Sunday, July 31, 2011

Part of the Crowd

Whenever we can't rouse everyone to get out the door for the 8:30, the 5:00 becomes our fallback position for meeting our weekly obligation to attend Sunday mass. Why it's harder to get to the ten than to wait the whole day to load them into the van just before the witching hour when they'll be 1) fully awake 2) annoyed because I broke up something they were doing and 3) within minutes of feeling like they haven't eaten and 4) unable to be bribed with donuts, I don't know. 

But when we sleep in past 8, I set the alarm for 4 o'clock.  At 3:59 pm I begin inspecting my offspring, sending some to go laundry diving to find suitable attire, asking others to state "when they last showered." and if the answer is not immediately forthcoming, to remedy that problem.  Today, I looked at my youngest son and in a fit of parental vanity, I gave him a haircut at 4:15.  I managed not to make him look like either a girl or Moe of the three stooges.  It was a victory.

It was getting near crunch time.  Two children could not find their shoes, a third was looking for her long pants and a forth wearing a turtleneck and sport shorts.  Three of these problems were solved, but for the life of me, I could not locate my second grader son's shoes.  His flip flops had bit the dust two weeks ago and so he only had one working set of footware. 

We prayed to Saint Anthony and I begin looking in earnest while the oldest begins loading the car.

I searched the upstairs and found six shoes, five sippy cups and a load of laundry. After searching the downstairs and finding three more shoes, a sippy cup, three paper plates and three abandoned soda bottles and two loads of laundry, I've lost my sense of humor.  I could now shoe everyone in my family except the son in question.

Digging through all the unfolded laundry, I strove and failed to keep my temper as I counted approximately 5.5 tons of unsorted washed and dryed clothing that everyone including me had ignored for the better part of a week. The clutter, disorganization and chaos of not being able to get out the door after almost an hour of trying had gotten to me.  
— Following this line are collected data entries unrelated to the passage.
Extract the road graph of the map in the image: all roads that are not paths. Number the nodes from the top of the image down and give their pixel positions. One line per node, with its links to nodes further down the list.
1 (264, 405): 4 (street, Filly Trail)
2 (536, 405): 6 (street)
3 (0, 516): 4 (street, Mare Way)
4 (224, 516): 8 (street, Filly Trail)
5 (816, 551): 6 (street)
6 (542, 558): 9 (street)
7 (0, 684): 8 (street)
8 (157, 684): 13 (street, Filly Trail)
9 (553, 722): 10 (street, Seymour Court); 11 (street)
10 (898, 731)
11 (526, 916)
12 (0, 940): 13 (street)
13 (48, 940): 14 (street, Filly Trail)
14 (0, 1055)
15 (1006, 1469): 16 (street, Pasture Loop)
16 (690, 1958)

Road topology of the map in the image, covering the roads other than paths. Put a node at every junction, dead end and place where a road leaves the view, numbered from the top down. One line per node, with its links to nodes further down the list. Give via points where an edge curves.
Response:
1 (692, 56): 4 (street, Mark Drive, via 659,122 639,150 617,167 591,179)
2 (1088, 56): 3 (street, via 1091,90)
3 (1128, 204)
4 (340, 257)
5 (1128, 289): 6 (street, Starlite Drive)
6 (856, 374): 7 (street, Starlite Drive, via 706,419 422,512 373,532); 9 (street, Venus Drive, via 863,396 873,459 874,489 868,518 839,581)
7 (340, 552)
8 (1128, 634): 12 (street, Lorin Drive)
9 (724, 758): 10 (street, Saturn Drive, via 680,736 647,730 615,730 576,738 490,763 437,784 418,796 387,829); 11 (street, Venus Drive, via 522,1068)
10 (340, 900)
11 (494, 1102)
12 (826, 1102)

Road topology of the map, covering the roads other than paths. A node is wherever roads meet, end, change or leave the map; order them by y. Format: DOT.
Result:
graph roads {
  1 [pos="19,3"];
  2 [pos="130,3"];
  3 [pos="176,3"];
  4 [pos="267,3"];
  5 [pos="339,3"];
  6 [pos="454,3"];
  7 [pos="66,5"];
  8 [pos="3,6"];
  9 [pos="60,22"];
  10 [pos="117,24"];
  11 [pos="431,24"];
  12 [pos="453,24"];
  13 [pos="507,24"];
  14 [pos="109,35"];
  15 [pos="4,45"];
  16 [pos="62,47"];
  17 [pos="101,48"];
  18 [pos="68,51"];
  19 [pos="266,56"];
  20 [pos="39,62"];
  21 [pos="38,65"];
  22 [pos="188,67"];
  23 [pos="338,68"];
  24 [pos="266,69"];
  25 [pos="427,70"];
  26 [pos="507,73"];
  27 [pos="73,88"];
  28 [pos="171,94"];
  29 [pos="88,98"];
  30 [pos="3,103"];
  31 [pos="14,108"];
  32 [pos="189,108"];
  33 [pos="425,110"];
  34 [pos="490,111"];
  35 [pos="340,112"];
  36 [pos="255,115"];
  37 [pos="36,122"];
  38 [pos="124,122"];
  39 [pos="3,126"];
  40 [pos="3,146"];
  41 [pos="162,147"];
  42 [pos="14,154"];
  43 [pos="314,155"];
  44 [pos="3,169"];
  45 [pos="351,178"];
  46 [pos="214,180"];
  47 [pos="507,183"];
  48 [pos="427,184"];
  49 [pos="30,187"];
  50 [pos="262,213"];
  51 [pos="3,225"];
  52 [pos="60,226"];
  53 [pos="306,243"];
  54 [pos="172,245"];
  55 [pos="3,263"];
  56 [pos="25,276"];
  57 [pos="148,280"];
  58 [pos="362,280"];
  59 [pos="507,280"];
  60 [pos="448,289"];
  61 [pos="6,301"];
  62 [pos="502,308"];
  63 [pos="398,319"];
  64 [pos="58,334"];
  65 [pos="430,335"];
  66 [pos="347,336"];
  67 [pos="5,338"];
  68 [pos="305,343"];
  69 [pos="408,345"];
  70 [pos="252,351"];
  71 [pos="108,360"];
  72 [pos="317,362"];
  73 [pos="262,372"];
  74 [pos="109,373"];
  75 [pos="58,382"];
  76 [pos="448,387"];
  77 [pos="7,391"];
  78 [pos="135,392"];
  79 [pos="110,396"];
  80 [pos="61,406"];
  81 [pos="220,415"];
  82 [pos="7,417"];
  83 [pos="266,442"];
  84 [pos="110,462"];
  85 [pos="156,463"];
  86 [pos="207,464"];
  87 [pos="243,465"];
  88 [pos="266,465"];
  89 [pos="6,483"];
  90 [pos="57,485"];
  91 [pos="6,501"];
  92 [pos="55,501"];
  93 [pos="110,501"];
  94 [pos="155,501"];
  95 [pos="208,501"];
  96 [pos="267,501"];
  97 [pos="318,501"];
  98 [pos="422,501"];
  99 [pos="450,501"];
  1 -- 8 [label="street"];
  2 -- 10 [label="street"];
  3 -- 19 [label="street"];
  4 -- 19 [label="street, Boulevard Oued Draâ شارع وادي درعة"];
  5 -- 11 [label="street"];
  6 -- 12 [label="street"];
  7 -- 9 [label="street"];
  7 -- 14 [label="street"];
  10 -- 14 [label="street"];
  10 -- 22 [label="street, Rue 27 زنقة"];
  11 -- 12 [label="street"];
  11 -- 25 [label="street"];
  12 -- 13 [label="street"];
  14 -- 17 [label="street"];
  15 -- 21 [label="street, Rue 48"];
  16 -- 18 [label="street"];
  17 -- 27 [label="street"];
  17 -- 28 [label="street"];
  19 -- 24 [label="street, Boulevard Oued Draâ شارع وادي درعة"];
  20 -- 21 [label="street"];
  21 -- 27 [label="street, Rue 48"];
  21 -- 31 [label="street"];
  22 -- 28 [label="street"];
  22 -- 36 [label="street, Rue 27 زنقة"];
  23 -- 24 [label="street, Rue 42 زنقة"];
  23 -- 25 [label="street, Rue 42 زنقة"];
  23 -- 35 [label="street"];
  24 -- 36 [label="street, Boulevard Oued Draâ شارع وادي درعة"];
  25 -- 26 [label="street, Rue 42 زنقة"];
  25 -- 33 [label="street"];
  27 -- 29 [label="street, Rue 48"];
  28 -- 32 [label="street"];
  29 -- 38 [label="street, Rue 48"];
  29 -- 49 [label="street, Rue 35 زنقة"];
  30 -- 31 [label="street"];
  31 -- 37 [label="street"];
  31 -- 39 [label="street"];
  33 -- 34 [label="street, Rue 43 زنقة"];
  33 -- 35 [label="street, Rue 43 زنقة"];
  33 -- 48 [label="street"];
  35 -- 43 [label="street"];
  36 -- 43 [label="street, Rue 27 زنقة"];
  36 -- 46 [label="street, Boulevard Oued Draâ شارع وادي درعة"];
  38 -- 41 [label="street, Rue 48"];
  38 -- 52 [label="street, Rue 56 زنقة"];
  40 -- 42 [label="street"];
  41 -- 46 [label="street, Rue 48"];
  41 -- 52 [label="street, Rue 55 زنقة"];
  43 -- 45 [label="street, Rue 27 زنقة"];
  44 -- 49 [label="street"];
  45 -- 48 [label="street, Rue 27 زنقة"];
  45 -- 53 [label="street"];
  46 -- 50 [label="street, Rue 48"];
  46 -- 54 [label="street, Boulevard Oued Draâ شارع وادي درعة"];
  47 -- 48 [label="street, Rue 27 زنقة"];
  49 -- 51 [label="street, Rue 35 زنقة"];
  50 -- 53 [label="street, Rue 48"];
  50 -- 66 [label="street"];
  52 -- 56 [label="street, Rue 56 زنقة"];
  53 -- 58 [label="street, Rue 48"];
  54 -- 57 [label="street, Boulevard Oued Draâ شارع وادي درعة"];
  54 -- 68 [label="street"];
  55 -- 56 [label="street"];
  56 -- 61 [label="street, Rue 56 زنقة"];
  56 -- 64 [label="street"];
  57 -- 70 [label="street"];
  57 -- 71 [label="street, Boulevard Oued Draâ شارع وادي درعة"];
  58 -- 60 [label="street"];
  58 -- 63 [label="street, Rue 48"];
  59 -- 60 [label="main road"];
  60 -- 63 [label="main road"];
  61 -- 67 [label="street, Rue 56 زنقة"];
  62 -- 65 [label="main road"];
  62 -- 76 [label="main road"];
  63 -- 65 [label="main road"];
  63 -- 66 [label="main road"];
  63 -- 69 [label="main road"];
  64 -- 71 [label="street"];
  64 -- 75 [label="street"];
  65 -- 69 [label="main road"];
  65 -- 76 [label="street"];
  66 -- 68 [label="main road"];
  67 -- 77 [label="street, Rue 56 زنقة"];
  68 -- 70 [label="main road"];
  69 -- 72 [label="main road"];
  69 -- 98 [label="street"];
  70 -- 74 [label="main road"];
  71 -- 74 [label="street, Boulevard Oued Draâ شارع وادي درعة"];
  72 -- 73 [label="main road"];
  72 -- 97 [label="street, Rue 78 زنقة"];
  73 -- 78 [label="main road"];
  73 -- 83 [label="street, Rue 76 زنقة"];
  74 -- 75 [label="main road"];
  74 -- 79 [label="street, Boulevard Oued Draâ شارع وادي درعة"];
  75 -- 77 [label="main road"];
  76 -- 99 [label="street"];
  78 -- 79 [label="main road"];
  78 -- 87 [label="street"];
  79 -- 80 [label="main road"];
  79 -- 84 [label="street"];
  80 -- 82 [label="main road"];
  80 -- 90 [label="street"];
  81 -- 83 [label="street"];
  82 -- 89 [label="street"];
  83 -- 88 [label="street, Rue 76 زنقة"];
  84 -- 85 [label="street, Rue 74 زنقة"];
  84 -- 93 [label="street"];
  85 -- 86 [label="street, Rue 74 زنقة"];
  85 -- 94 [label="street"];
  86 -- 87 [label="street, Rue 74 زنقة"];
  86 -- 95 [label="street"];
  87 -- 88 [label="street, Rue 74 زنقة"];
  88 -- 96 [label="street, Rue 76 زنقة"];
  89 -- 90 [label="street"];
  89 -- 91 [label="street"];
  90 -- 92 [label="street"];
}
My son is very sweet so he was undeterred by my grousing about how everyone else was in the car.  "When was the last time you KNOW you wore shoes?" I asked.  While he stopped to think, I finally railed at heaven in a half nag, all rant type prayer, "God, I want to get my family to mass.  I want to get them there on time! We started at 4.  It's ten minutes to 5! Please help us find them so we can go! I WANT TO GO! I NEED to go!"  About this time, two of my children return to the house for pre-church bathroom pit stops and I'm trying desperately to reign it back in because the temptation is to say, "NO! GET BACK IN THE CAR!" but those sorts of outbursts will lead to further disasters so I can almost hear God telling me to cool my heels and not worry, we'll get there.  It's hard to accept.  "I just want the shoes found God." I plead in my head.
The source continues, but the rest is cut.